Advanced Spintronic Memory and Logic For Non-Volatile Processors
Robert Perricone1,a, Ibrahim Ahmed2,d, Zhaoxin Liang2,e, Meghna G. Mankalale2,f, X. Sharon Hu1,b, Chris H. Kim2,g, Michael Niemier1,c, Sachin S. Sapatnekar2,h and Jian-Ping Wang2,i
1Department of Computer Science and Engineering, University of Notre Dame Notre Dame, IN 46556, USA.
arperrico@nd.edug
bshu@nd.edug
cmniemier@nd.edug
2Department of Electrical and Computer Engineering, University of Minnesota, Minneapolis, MN, USA.
dahmed589@umn.edu
ezxliang@umn.edu
fmanka018@umn.edu
gchriskim@umn.edu
hsachin@umn.edu
ijpwang@umn.edu
ABSTRACT
Many ultra-low power Internet of things (IoT) systems may be powered by energy harvested from ambient sources (e.g., solar radiation, thermal gradients, and WiFi). However, these energy sources can vary significantly in terms of their strengths and on/off patterns. For volatile systems, the intermittent nature of the energy sources necessitates the use of backup/recovery schemes to guarantee computational correctness and forward progress, which incur performance, area and energy overhead.

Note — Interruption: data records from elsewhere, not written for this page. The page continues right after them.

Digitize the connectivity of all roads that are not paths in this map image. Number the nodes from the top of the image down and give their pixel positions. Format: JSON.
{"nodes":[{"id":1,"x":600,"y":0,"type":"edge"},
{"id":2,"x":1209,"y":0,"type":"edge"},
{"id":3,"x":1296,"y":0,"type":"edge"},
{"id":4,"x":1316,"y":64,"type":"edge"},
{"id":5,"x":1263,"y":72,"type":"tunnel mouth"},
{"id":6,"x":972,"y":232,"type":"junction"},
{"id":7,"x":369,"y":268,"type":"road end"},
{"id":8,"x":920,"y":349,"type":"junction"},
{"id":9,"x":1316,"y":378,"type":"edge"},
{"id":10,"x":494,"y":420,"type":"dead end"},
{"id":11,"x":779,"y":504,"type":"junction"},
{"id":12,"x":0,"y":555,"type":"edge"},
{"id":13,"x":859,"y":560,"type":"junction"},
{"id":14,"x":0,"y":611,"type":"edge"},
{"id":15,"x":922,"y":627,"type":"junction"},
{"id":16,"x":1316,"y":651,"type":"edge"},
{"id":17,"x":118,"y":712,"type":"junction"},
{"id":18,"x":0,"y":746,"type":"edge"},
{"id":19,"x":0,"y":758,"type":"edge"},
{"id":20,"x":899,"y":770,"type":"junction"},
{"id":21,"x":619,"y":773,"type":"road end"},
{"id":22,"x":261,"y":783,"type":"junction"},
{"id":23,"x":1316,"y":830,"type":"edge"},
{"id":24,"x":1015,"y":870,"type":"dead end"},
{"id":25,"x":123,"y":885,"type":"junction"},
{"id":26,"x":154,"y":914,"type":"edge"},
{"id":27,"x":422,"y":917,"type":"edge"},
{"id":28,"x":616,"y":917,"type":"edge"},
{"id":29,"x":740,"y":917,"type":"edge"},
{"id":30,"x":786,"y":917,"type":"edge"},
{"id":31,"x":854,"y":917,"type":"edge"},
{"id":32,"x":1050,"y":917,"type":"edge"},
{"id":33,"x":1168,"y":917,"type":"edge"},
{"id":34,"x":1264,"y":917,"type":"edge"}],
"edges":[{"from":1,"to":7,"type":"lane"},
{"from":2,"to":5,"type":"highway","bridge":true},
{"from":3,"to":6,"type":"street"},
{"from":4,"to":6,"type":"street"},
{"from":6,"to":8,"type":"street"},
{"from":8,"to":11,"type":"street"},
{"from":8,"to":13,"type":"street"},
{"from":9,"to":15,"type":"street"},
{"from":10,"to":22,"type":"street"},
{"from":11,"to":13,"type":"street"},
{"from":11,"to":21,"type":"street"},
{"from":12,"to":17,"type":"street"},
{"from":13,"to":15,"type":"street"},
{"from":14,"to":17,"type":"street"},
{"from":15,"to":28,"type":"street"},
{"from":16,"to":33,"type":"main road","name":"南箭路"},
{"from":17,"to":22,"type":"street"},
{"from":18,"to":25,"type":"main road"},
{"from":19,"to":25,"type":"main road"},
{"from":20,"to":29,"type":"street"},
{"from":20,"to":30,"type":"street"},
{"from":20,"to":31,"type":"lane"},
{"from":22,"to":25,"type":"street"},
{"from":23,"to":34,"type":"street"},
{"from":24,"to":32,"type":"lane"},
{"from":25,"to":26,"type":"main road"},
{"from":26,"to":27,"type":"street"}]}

Non-volatile (NV) processors based on spintronic devices, such as Spin-Transfer Torque (STT) memory and All-Spin-Logic (ASL), are more attractive alternatives. These NV devices are capable of achieving forward progress without relying on backup/recovery schemes. This work establishes a general framework for evaluating NV device-based processors for energy harvesting applications. Results demonstrate that NV spintronic processors can achieve significant energy savings (up to 83x) versus a hybrid CMOS (computation) and STT-RAM (backup) implementation.